[Stored data]
Segment Open

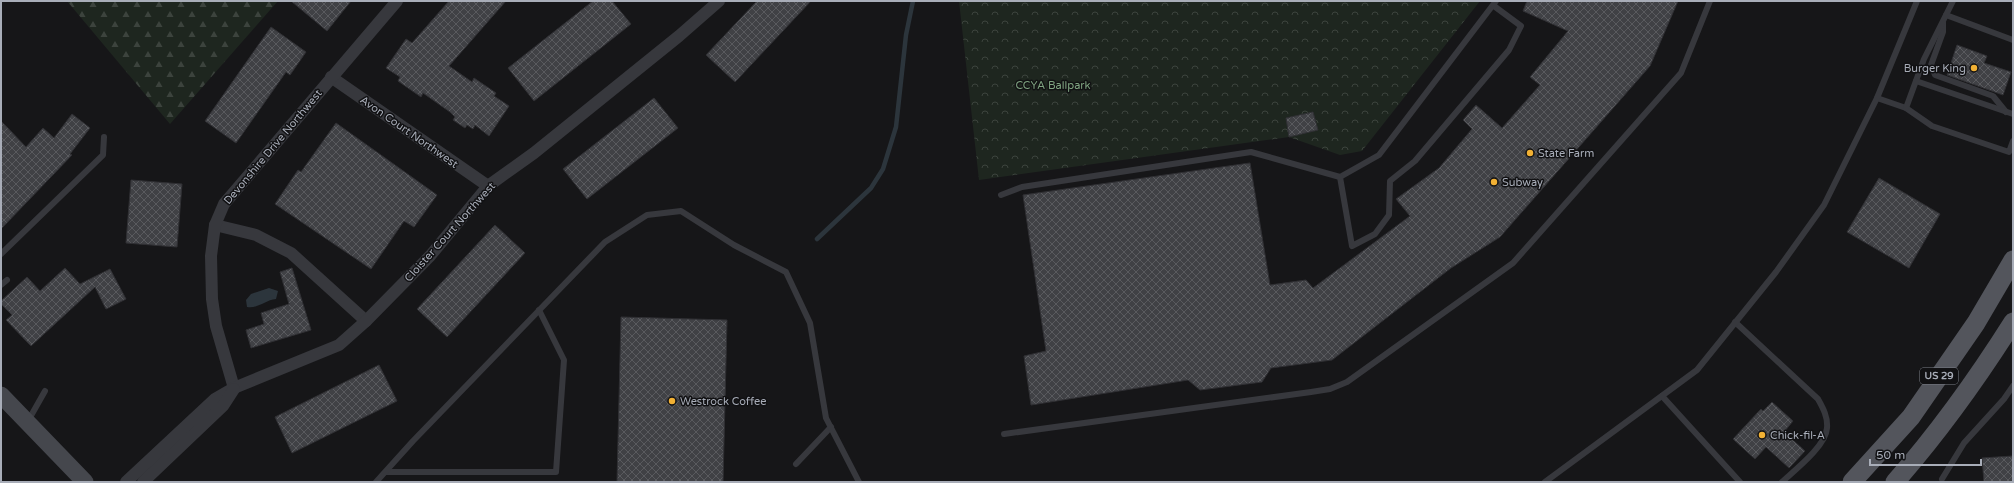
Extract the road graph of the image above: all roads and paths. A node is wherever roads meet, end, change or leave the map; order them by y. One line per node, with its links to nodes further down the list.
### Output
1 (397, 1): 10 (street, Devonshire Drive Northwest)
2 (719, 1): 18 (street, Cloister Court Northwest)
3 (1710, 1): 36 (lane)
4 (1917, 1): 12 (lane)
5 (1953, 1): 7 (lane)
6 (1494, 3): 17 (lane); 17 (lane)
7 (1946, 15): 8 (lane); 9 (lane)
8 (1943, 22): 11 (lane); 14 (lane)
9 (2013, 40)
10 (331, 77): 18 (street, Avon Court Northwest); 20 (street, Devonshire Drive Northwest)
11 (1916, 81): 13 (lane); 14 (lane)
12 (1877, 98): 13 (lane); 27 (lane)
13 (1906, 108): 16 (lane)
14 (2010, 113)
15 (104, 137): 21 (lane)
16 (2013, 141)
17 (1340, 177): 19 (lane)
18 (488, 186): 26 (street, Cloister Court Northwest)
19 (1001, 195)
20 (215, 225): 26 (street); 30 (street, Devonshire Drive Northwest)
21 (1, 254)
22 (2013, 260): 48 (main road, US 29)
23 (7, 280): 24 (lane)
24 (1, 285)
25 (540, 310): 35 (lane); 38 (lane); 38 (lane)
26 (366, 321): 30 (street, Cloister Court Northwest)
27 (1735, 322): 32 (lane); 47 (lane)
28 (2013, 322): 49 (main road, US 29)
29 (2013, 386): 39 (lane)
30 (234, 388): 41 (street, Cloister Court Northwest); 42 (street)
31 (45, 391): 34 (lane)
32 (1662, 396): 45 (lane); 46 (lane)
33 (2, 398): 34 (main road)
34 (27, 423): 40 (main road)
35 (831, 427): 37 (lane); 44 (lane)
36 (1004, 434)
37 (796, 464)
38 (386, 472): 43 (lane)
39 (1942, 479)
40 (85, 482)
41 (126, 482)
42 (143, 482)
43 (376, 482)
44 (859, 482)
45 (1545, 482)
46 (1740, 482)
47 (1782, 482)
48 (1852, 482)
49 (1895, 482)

Segment Closed

■ **Task details**: Filter the entries above and keep only the lines with the word "street".

■ **Exercise solution**:
1 (397, 1): 10 (street, Devonshire Drive Northwest)
2 (719, 1): 18 (street, Cloister Court Northwest)
10 (331, 77): 18 (street, Avon Court Northwest); 20 (street, Devonshire Drive Northwest)
18 (488, 186): 26 (street, Cloister Court Northwest)
20 (215, 225): 26 (street); 30 (street, Devonshire Drive Northwest)
26 (366, 321): 30 (street, Cloister Court Northwest)
30 (234, 388): 41 (street, Cloister Court Northwest); 42 (street)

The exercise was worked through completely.